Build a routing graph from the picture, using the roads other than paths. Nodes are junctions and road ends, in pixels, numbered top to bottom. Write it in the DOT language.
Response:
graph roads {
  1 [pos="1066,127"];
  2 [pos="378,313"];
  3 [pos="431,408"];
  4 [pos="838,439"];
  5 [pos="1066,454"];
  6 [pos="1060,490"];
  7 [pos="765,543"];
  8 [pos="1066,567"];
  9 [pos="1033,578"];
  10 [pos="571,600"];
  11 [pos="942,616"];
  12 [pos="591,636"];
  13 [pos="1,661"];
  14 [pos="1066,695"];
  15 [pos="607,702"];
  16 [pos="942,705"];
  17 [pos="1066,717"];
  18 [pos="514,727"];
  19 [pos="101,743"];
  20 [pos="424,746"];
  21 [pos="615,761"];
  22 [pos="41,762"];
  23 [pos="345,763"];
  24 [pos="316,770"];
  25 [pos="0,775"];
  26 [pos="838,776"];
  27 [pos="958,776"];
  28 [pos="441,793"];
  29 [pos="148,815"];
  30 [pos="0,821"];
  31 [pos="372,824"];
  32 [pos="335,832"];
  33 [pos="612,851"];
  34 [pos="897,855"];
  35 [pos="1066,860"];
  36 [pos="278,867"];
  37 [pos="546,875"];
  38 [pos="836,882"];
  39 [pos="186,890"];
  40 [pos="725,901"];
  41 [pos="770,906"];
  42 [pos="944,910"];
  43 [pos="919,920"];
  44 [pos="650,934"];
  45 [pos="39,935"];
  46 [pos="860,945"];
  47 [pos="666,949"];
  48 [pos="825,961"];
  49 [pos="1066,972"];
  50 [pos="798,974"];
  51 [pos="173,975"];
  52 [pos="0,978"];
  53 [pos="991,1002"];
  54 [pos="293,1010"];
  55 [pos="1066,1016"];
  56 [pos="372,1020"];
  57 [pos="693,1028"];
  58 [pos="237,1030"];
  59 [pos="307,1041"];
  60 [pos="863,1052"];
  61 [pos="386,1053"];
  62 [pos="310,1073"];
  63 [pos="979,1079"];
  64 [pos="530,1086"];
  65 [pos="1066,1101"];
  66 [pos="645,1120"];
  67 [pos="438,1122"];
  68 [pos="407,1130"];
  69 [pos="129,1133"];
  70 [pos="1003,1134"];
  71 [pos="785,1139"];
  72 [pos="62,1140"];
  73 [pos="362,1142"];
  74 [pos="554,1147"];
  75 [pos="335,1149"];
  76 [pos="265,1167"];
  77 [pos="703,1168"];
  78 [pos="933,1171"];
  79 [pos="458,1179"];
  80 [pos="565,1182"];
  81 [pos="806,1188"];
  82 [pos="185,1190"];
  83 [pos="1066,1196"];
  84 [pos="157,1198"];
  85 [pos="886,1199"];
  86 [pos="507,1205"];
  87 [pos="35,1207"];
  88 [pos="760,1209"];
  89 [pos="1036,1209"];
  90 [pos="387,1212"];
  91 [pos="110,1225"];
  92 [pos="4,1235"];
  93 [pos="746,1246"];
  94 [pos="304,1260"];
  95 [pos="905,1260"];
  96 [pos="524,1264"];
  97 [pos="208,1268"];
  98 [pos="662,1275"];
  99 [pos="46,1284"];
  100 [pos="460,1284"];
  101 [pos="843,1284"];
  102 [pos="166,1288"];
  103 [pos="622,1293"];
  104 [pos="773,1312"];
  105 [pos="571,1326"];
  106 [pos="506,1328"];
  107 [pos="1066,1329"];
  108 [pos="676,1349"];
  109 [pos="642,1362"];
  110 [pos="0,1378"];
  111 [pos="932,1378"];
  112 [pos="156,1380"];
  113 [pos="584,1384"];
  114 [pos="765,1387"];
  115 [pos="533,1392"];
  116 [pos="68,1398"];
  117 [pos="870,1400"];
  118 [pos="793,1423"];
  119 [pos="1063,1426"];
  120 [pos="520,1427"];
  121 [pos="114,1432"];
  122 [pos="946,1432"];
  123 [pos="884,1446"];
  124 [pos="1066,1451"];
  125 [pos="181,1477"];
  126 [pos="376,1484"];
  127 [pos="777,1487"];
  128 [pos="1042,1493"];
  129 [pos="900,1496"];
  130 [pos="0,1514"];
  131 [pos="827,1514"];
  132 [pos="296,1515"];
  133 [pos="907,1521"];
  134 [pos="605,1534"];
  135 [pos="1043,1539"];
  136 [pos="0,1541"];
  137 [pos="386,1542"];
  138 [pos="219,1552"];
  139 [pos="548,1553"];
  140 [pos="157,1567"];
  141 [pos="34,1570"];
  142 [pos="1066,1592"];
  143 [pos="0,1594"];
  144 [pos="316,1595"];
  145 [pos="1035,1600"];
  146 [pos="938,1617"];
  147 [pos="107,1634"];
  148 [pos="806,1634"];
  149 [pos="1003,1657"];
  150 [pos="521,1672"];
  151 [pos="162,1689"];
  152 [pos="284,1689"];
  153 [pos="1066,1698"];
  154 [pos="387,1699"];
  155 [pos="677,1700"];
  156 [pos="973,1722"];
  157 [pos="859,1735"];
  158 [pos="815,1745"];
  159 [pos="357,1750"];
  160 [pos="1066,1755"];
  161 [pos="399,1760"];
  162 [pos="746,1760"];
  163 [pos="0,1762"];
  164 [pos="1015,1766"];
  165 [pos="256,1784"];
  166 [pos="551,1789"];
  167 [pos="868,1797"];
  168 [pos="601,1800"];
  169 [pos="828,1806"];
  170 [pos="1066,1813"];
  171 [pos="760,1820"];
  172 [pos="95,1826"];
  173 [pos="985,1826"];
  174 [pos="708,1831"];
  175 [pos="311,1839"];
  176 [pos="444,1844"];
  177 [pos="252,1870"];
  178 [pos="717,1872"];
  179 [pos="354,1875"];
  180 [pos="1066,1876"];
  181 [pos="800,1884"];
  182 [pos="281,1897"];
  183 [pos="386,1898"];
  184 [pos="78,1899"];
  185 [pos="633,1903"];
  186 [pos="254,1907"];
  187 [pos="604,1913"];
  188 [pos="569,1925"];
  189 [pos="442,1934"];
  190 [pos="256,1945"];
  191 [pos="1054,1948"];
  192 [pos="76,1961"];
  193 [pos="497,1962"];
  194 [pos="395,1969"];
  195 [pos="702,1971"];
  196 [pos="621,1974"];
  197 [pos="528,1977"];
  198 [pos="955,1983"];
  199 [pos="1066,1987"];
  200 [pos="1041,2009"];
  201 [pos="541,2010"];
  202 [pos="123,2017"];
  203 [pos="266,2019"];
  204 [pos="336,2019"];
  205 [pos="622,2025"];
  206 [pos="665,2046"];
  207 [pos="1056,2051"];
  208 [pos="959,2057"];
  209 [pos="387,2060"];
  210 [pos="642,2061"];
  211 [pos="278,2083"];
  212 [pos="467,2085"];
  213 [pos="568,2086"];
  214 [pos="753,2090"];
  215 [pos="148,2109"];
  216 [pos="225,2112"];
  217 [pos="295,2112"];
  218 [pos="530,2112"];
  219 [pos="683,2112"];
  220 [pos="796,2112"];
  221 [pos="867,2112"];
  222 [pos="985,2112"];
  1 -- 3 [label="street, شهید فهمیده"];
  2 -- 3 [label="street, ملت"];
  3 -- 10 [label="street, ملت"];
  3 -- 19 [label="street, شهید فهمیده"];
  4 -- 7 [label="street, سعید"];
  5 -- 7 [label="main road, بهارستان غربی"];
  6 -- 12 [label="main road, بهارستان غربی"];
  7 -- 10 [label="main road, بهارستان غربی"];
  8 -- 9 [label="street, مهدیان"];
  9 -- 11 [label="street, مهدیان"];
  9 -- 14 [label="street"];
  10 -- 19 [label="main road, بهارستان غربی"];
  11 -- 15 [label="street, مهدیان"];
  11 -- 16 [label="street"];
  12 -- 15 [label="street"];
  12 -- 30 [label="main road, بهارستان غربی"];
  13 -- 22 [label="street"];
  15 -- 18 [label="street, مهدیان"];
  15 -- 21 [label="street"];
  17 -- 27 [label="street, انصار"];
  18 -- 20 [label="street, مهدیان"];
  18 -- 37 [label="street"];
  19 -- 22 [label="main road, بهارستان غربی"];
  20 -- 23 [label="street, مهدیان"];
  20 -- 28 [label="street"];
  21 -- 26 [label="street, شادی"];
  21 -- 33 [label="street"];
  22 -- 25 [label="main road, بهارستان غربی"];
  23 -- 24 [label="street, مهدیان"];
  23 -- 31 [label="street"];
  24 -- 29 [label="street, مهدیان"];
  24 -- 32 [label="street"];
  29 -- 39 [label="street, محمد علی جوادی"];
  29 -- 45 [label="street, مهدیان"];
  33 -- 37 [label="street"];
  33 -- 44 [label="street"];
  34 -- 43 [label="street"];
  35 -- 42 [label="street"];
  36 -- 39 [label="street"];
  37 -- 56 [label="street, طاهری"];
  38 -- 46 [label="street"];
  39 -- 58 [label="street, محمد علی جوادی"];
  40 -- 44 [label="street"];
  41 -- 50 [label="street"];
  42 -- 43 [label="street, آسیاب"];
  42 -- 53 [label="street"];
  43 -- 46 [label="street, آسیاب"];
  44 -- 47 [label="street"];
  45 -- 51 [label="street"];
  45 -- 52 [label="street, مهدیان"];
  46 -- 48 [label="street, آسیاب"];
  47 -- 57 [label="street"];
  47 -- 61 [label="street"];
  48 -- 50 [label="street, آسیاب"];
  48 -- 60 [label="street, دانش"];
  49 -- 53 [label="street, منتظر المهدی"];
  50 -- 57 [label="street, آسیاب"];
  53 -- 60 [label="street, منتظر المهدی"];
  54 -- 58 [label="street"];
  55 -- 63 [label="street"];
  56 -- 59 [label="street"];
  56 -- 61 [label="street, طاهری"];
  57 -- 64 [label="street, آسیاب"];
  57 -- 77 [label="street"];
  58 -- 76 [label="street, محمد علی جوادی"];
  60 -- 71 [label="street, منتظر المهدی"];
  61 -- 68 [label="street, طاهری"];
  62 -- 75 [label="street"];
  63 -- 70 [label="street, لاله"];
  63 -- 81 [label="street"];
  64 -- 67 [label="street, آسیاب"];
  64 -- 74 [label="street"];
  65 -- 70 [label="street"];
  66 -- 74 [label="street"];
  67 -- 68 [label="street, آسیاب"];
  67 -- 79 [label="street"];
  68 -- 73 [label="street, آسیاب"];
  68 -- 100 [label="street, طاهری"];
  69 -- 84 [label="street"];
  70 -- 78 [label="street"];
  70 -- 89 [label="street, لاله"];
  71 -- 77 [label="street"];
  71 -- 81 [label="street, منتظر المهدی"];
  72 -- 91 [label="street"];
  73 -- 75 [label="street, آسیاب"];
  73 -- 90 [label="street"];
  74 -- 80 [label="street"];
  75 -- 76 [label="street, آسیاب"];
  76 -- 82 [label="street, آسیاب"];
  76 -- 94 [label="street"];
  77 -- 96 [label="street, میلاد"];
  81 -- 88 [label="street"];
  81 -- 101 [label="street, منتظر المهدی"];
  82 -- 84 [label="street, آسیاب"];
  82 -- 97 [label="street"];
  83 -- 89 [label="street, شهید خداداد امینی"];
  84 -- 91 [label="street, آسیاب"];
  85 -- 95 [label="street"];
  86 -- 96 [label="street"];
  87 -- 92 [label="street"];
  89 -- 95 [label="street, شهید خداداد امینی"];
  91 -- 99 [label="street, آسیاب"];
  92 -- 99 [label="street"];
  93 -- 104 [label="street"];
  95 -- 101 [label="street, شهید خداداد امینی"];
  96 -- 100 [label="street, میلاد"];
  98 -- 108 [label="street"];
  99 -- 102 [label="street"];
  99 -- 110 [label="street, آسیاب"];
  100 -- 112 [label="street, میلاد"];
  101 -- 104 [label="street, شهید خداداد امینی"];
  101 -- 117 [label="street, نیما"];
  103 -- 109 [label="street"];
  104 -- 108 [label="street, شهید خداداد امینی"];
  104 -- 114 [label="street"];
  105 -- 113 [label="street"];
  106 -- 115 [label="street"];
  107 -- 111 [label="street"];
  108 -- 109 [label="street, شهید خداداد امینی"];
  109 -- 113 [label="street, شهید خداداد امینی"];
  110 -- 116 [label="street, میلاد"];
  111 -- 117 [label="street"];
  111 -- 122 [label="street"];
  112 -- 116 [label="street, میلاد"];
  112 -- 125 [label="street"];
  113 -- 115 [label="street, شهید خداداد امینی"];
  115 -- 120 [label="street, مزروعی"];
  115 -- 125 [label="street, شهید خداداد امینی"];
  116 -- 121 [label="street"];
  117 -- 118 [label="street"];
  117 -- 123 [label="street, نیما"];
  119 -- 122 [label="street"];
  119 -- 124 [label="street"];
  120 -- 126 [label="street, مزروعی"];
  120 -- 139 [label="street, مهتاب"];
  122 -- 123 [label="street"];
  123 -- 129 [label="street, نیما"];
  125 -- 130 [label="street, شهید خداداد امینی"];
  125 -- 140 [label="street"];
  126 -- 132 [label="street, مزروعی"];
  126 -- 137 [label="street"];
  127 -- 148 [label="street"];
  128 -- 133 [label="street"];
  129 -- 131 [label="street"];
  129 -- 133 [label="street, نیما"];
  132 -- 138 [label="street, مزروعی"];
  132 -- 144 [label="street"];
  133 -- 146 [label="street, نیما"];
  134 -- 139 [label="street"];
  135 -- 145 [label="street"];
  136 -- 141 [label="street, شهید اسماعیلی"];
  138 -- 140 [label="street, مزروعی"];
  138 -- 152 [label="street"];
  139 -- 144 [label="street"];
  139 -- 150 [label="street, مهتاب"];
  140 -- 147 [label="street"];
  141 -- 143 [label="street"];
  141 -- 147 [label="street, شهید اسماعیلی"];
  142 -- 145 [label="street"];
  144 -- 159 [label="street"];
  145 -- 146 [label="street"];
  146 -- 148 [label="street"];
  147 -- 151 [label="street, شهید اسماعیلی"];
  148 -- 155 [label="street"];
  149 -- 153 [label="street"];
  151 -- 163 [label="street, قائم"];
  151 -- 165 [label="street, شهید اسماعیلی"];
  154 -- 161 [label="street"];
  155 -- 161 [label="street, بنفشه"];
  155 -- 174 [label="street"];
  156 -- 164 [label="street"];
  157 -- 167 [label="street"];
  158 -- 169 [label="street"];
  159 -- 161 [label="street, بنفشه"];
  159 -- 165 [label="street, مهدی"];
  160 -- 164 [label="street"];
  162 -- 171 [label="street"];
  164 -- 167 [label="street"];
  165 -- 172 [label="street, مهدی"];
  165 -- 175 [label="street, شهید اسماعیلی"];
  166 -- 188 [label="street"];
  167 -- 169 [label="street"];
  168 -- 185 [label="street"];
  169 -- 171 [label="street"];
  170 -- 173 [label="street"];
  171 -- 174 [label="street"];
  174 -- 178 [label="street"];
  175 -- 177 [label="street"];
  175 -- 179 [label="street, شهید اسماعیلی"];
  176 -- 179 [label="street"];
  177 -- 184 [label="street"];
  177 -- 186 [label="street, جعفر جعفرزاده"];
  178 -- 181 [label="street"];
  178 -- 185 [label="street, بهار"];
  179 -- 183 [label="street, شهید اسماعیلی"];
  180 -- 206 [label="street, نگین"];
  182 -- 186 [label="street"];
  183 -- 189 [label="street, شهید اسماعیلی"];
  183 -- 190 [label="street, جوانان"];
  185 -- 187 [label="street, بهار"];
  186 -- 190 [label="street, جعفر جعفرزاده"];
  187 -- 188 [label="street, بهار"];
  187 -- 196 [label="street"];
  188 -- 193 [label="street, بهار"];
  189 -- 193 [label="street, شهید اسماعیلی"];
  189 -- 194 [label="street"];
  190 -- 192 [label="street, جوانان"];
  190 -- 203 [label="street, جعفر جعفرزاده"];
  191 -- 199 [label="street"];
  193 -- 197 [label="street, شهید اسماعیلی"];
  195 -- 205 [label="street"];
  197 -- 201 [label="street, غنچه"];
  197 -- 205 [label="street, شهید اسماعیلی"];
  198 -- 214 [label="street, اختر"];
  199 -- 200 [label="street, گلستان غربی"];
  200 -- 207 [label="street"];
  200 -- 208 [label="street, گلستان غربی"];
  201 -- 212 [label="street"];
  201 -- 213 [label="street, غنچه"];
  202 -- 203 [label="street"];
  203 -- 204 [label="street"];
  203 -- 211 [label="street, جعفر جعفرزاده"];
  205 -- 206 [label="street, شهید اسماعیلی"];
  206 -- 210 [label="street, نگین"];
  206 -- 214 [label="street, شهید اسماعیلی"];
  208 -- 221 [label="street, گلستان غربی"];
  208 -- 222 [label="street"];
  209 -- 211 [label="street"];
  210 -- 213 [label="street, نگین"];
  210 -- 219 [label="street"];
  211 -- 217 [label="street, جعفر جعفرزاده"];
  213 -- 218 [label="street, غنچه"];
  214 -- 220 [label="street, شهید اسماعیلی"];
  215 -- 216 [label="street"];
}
########################################
Please go over the data above and copy each line with "غربی" in it.

  5 -- 7 [label="main road, بهارستان غربی"];
  6 -- 12 [label="main road, بهارستان غربی"];
  7 -- 10 [label="main road, بهارستان غربی"];
  10 -- 19 [label="main road, بهارستان غربی"];
  12 -- 30 [label="main road, بهارستان غربی"];
  19 -- 22 [label="main road, بهارستان غربی"];
  22 -- 25 [label="main road, بهارستان غربی"];
  199 -- 200 [label="street, گلستان غربی"];
  200 -- 208 [label="street, گلستان غربی"];
  208 -- 221 [label="street, گلستان غربی"];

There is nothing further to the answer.